三十周走ったところで、川口が声を掛けた。

「どうですか?」

桂が川口に訊いた。

「いい感じだから、外走ってみるか?」

「はい」

「じゃあ、車回して来るよ」

「あの、コーチ」

川口が行きかけたのを、桂が呼び止めた。

「なんだ?」

「明日のコースなんですが、この前走ったところをもう一度走りたいんですけど、いいですか?」

「あのコースは、日本海で風が強いからなあ。大会前に走るのは、あまり勧められないな」

「わかっています。でも、走りたいんです。
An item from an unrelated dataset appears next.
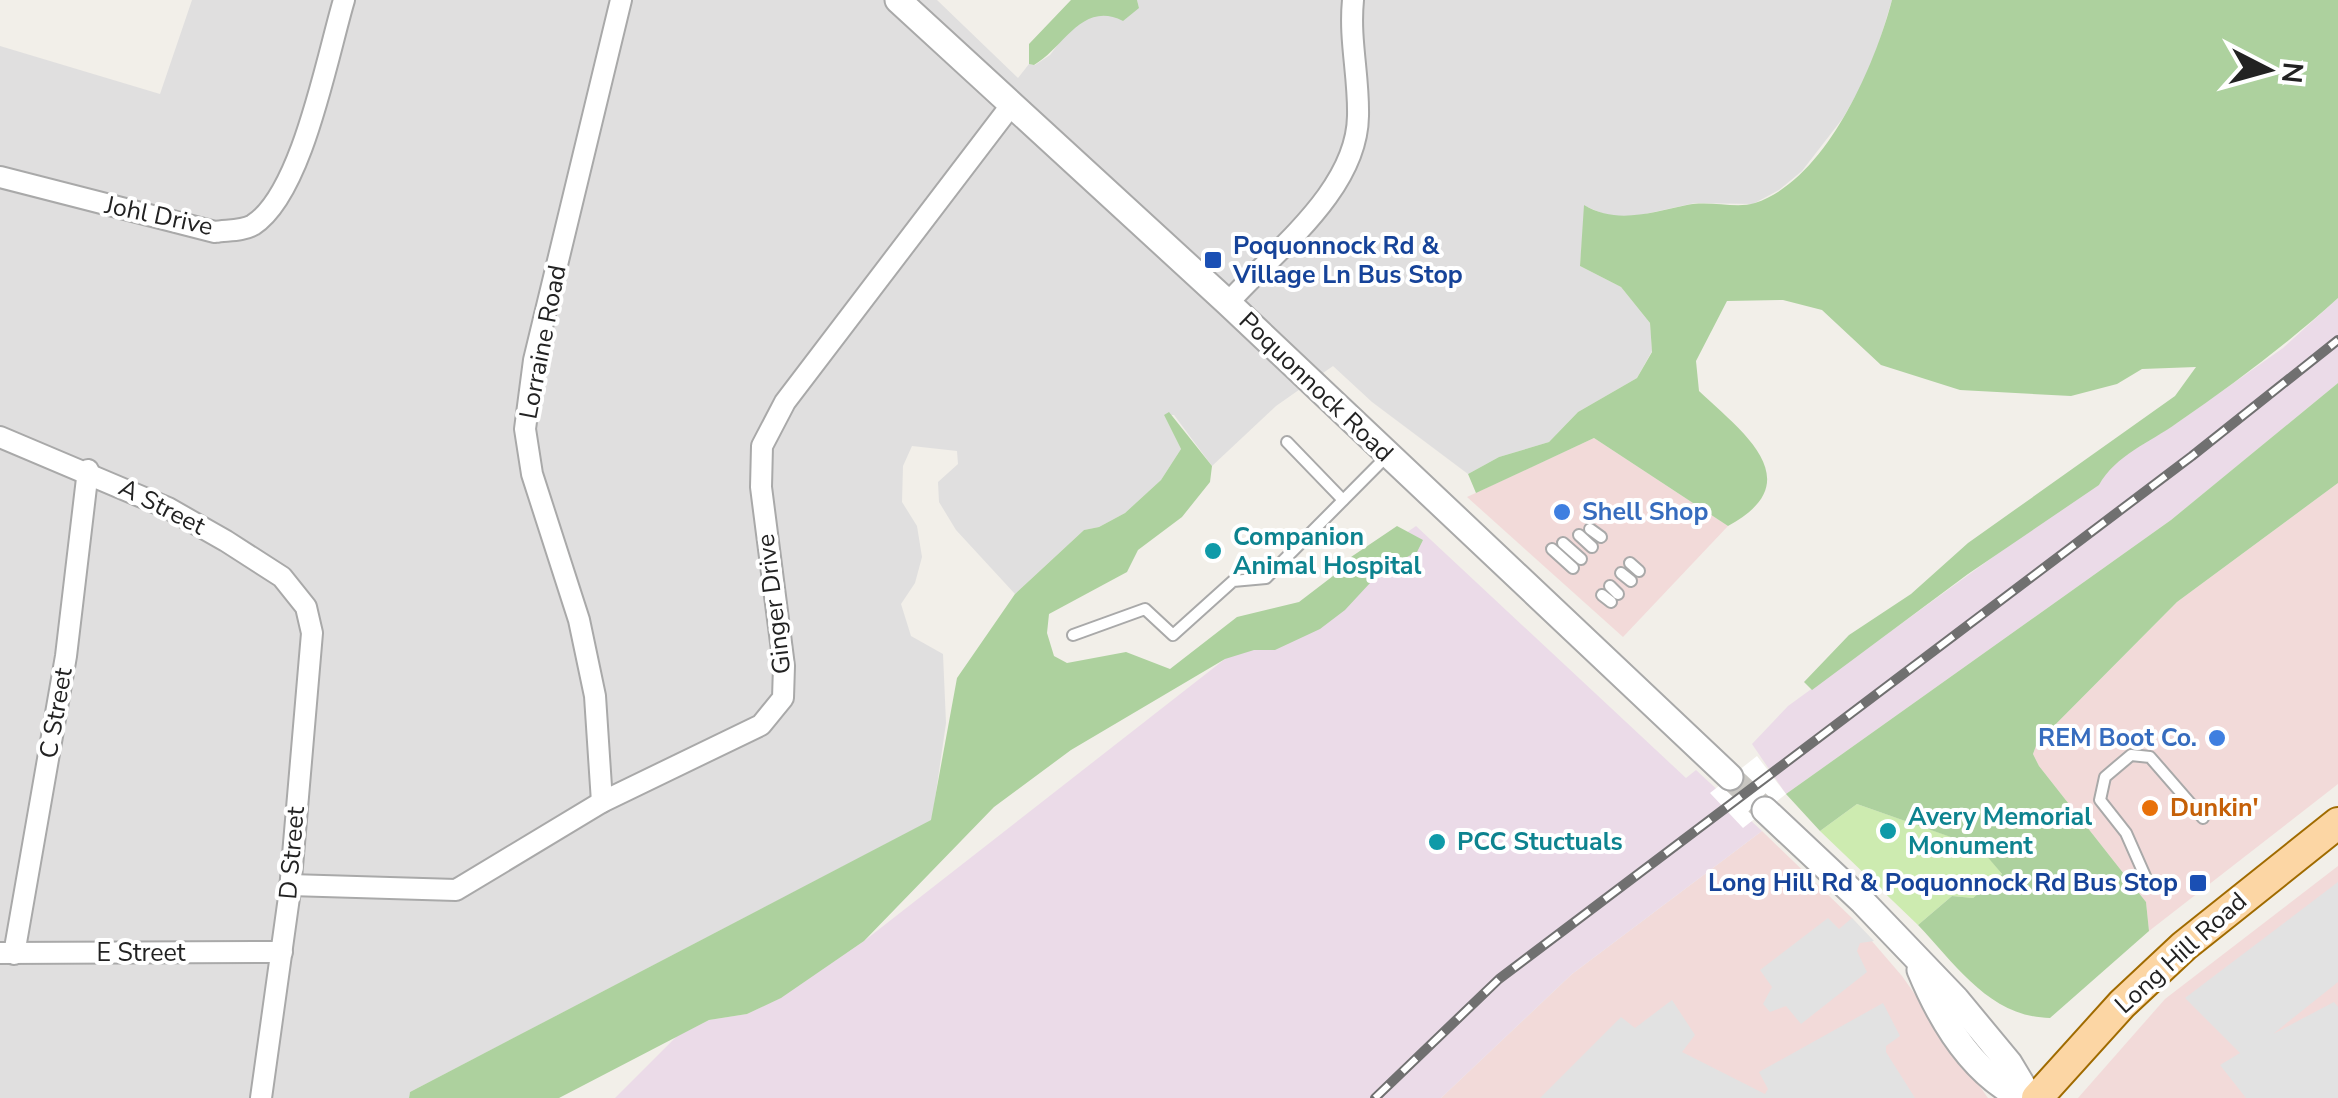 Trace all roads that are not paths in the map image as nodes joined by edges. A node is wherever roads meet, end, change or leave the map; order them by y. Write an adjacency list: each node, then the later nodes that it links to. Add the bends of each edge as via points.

お願いします」

桂は、体を直角に曲げて頭を下げた。

「そこまで言うなら、朝6時、東京駅新幹線乗り場で待ってろ」

「はい、ありがとうございます」

桂は再び直角に頭を下げた。

スタジアムを出ると、川口の先導でいつものコースをリズミカルに走り始めた。

二時間後、桂はスタジアムに戻った。

「よし、いいタイムだ」

川口が車の窓から身を乗り出して言った。

「先にジムに行っています」

桂はマシーンルームに向かった。川口のメニューで一時間程トレーニングをした。

「今日はこのくらいにしておこう」

「はい、ありがとうございました」

桂は、ロッカーに行き、荷物を取るとシャワールームに入った。服を脱いで籠に入れ、頭からシャワーを浴びた。シャンプーを手に取って頭につけ、豪快に腕を動かして泡を立てた。両手でリズム良く泡を洗い流すと、シャワーを止めてボディタオルにボディシャンプーをつけ、泡立てて体を洗った。再びシャワーを出して体を洗い流し、シャワーを止めてバスタオルで豪快に頭を拭いた。

ジャージ姿の桂が、シャワールームから出てきた。